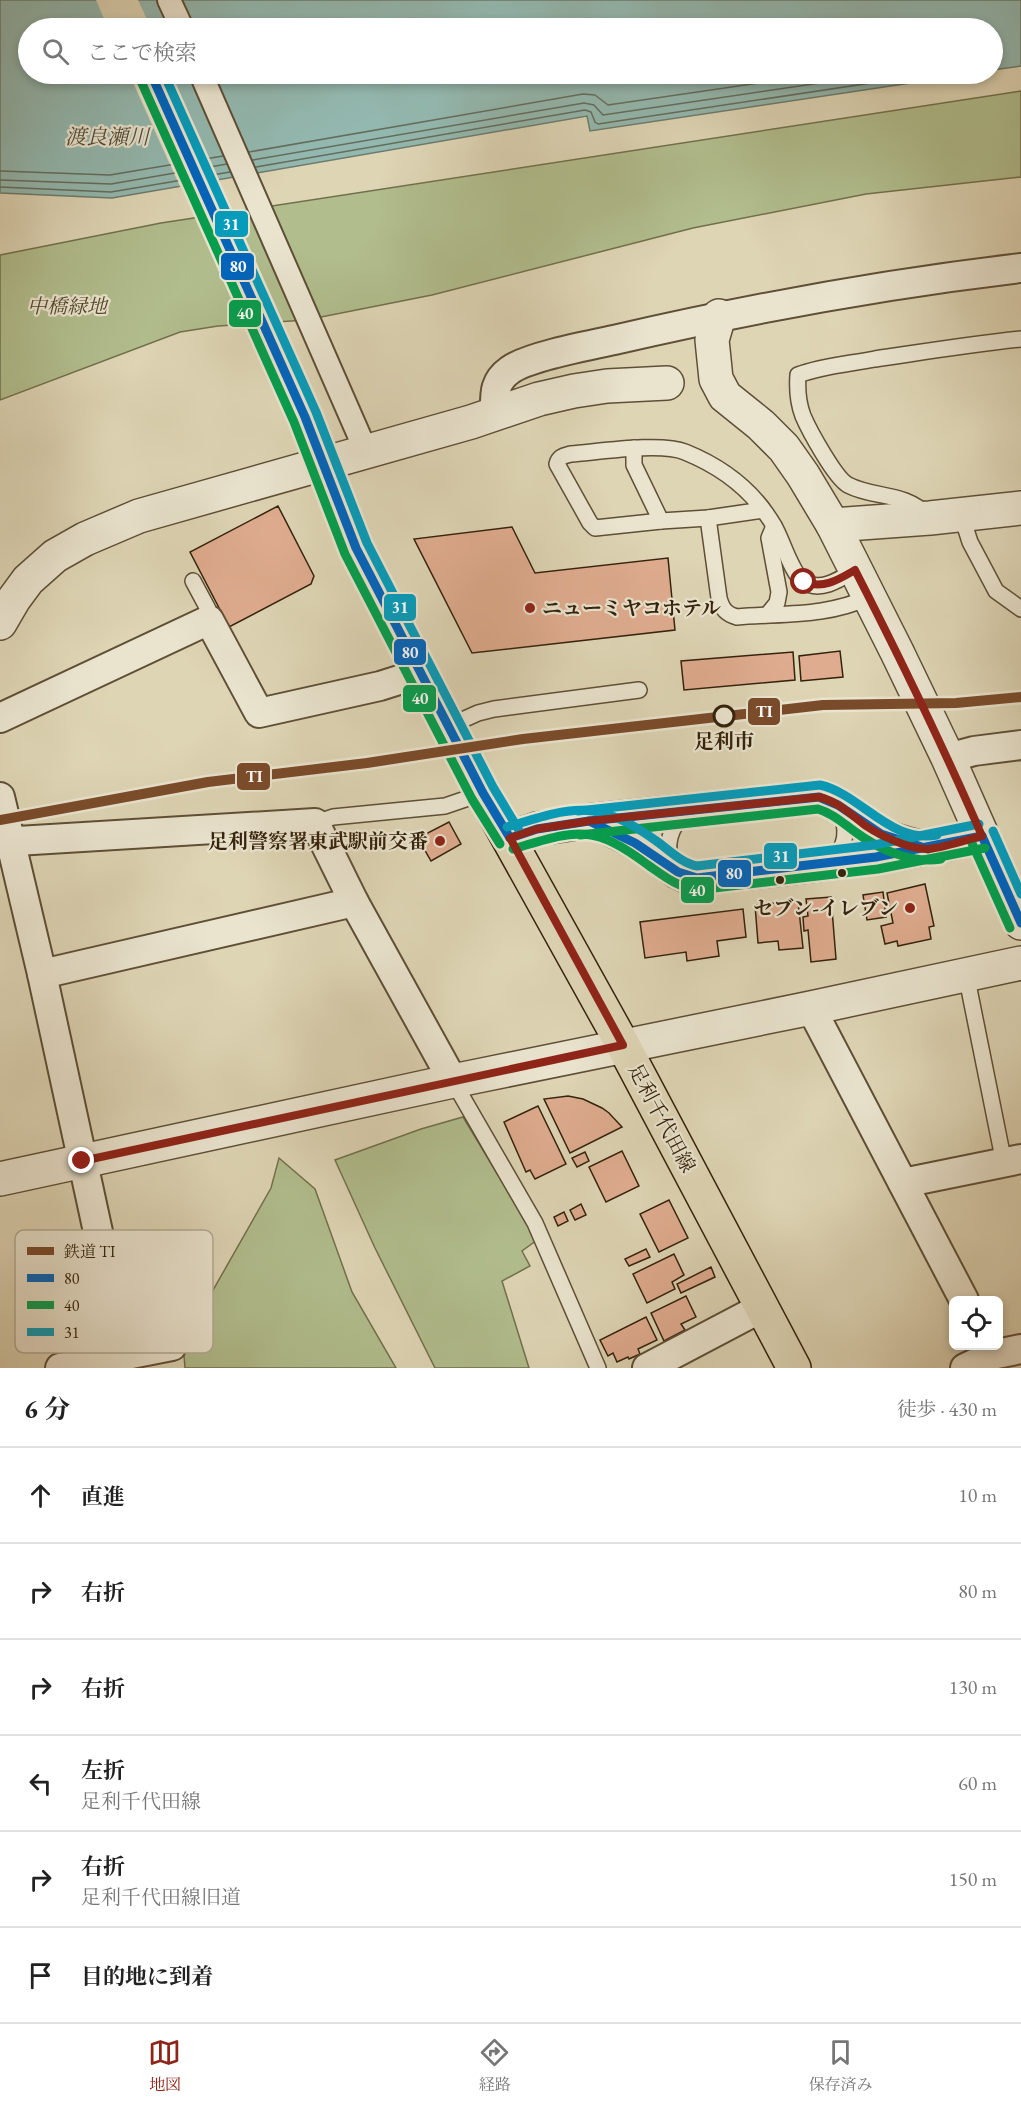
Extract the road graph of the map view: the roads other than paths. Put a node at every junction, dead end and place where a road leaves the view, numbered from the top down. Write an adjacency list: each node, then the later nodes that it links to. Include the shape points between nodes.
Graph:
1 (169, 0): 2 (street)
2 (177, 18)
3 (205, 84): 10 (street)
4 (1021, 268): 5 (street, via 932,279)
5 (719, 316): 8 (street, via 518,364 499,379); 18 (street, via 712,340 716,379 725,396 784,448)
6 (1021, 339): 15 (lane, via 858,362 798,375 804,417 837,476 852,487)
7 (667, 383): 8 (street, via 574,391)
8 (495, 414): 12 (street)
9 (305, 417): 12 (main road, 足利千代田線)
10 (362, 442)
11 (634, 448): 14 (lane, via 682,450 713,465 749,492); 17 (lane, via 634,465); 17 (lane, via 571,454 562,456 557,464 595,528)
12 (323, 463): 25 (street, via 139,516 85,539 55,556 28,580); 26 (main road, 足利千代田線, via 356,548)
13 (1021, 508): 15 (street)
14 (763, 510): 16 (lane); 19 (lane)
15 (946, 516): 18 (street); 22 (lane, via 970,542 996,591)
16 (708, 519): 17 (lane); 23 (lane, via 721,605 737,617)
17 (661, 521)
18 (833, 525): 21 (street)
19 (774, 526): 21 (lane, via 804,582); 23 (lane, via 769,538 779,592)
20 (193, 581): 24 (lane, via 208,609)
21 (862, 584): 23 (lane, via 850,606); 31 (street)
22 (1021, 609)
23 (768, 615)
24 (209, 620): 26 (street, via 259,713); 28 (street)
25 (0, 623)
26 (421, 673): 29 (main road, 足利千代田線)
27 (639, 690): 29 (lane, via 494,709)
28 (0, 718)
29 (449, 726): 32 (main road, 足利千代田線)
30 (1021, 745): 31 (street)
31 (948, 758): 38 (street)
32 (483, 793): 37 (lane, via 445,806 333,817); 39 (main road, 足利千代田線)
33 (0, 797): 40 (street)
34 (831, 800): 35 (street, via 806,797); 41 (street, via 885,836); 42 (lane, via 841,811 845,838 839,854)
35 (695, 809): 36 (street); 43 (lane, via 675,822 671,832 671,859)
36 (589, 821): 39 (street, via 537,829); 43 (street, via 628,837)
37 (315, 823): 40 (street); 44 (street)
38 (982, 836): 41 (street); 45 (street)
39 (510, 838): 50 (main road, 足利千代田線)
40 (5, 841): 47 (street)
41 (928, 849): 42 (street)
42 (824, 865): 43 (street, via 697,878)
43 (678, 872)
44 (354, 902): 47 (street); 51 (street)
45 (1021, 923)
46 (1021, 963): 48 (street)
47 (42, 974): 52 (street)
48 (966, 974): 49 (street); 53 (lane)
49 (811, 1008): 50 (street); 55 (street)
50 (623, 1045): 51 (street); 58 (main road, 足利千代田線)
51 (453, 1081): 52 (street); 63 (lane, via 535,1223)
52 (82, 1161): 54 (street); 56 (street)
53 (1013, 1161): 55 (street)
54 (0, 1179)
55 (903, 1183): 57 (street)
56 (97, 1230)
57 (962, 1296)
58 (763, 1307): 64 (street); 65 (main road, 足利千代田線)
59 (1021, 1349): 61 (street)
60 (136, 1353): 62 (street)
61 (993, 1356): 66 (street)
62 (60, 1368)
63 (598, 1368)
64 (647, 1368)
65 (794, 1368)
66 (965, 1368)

□ □ □ □

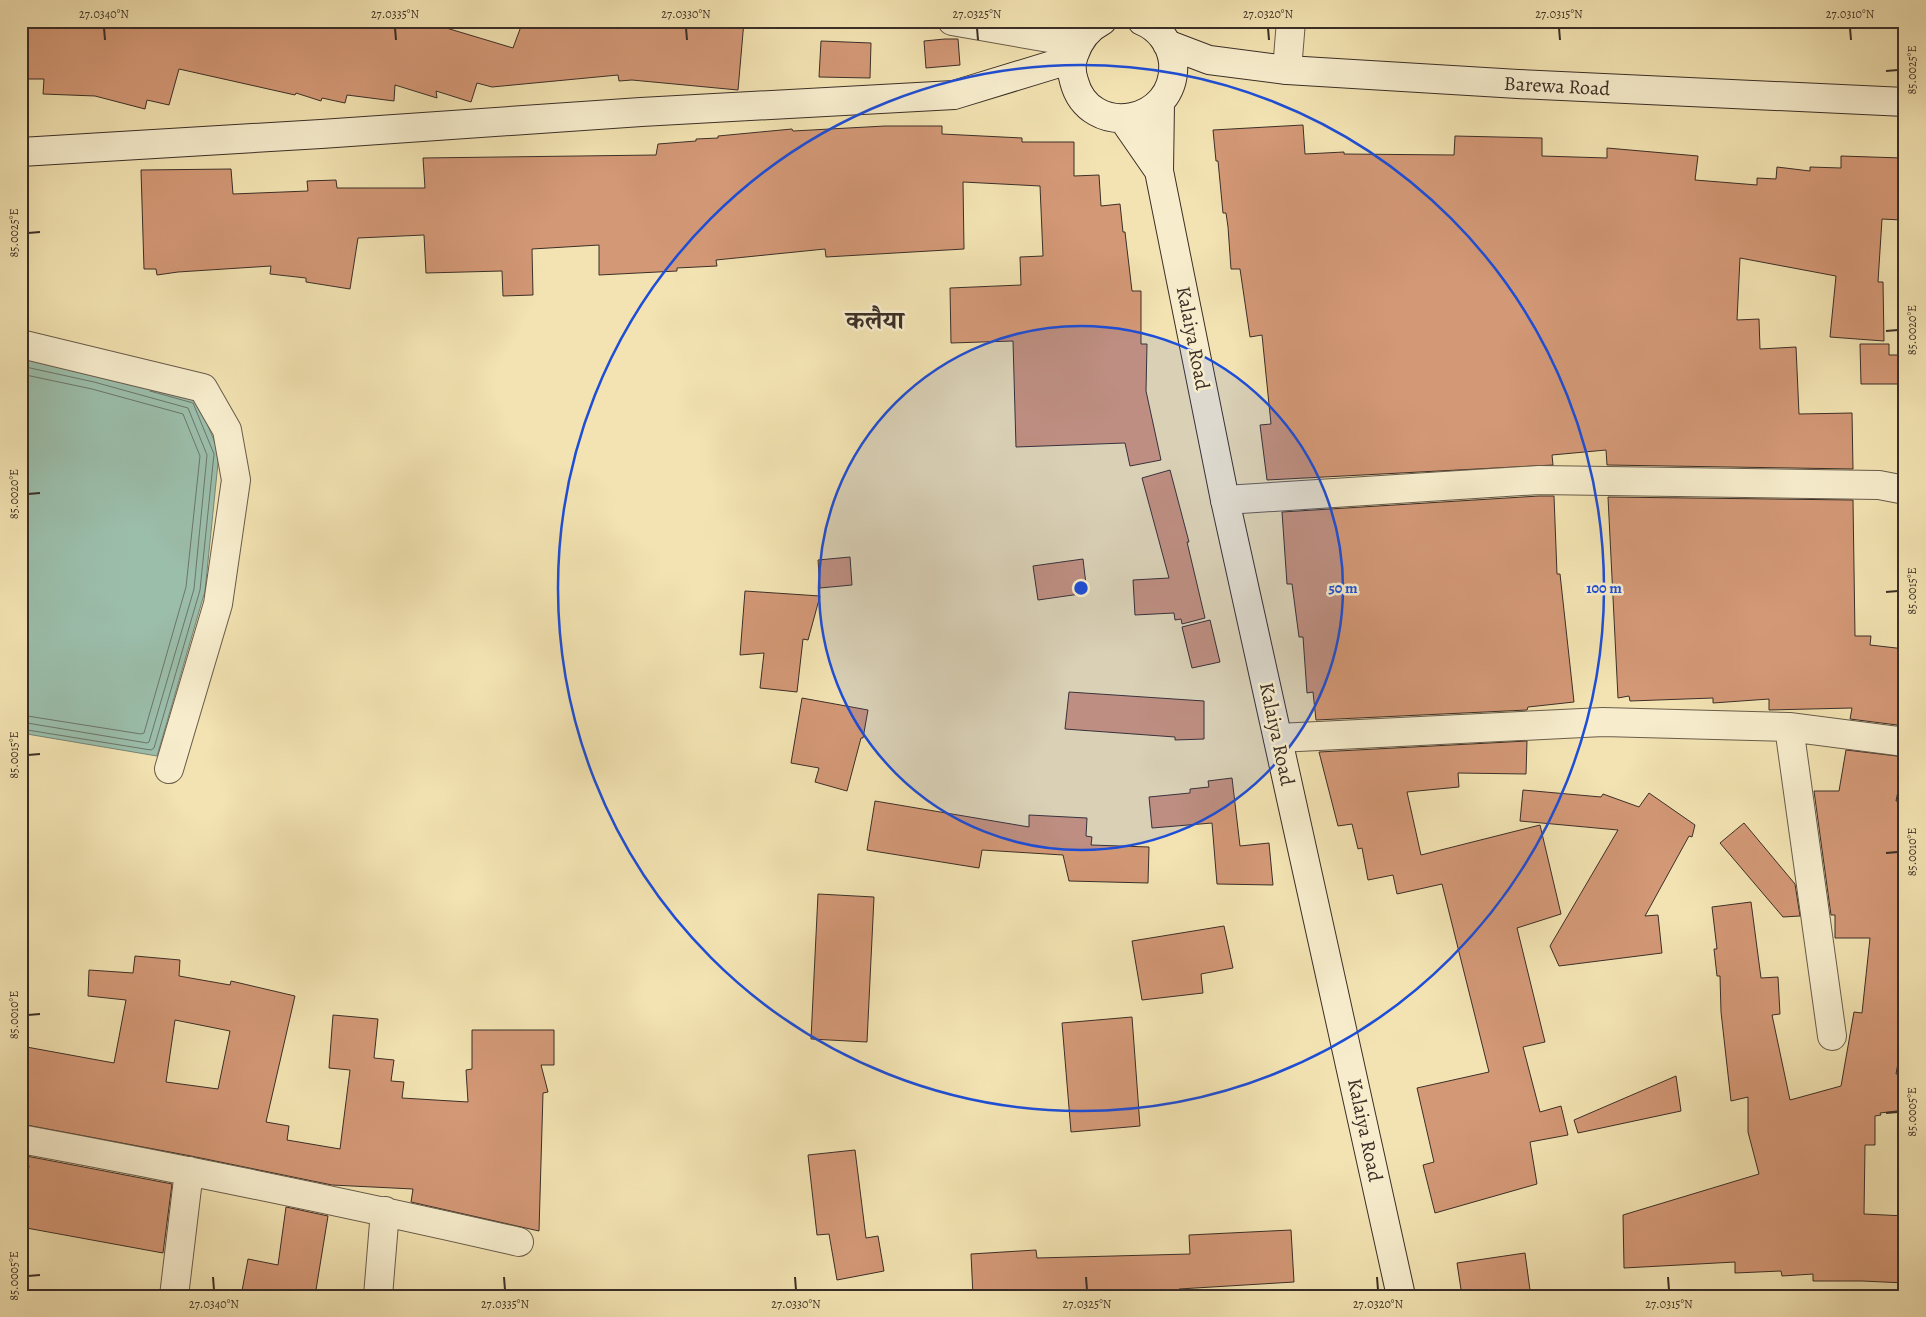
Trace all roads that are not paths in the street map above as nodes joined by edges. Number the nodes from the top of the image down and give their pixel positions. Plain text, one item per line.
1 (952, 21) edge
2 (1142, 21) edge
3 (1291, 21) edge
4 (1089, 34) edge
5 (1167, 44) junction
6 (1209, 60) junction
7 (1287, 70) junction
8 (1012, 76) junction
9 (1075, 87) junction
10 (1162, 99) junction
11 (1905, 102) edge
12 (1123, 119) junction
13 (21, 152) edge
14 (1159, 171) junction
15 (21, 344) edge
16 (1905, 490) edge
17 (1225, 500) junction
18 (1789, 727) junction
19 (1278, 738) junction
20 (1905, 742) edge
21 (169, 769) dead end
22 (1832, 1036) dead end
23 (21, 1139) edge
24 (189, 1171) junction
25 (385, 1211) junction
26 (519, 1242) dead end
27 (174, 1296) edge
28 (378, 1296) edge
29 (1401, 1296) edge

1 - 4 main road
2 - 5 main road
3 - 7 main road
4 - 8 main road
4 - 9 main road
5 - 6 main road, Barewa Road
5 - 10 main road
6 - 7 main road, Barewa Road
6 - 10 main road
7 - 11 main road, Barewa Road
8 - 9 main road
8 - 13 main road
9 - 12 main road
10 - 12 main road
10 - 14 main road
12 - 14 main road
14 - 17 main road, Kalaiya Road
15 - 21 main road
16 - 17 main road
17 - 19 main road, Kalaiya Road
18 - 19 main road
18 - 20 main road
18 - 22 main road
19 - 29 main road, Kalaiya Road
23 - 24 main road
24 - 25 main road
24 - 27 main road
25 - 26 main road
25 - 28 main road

□ □ □ □

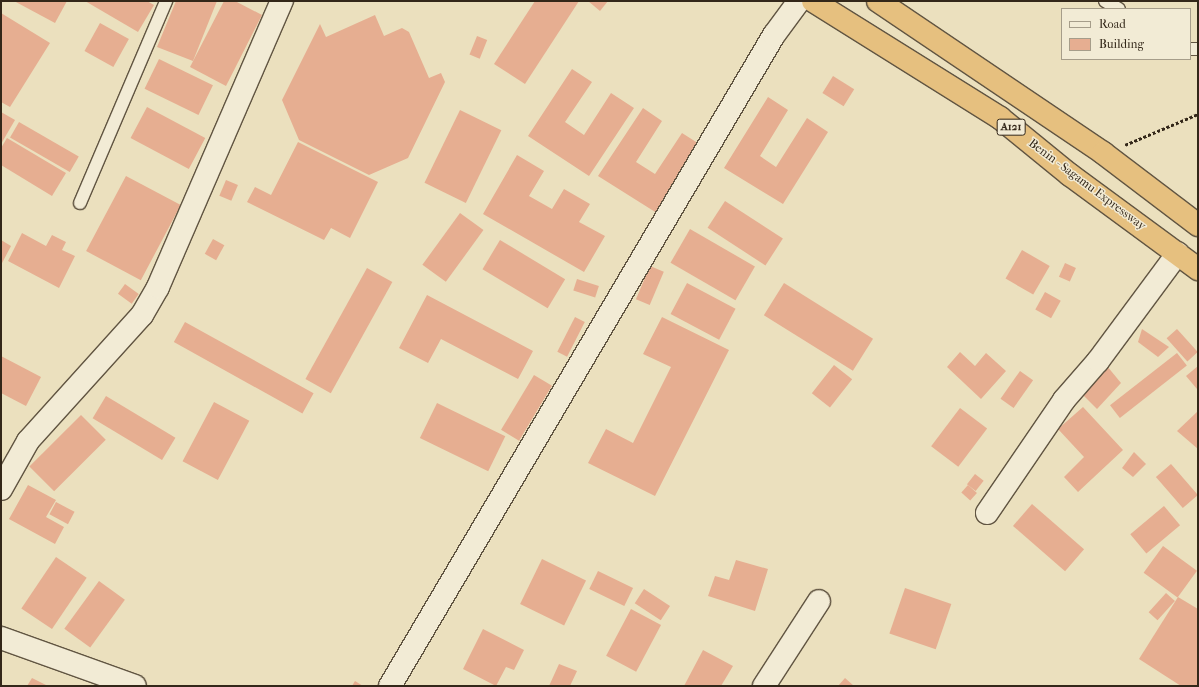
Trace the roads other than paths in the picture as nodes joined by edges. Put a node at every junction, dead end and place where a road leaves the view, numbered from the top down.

□ □ □ □

Exercise aim: Wherever "leaves" turns up in the records, copy the whole line.

Problem solution:
Extract the road graph of the map view: the roads other than paths. Put a node at every junction, dead end and place where a road leaves the view, numbered from the top down. Write an adjacency list: each node, then the later nodes that it links to. Include the shape points between nodes.
Trace the roads other than paths in the picture as nodes joined by edges. Put a node at every junction, dead end and place where a road leaves the view, numbered from the top down.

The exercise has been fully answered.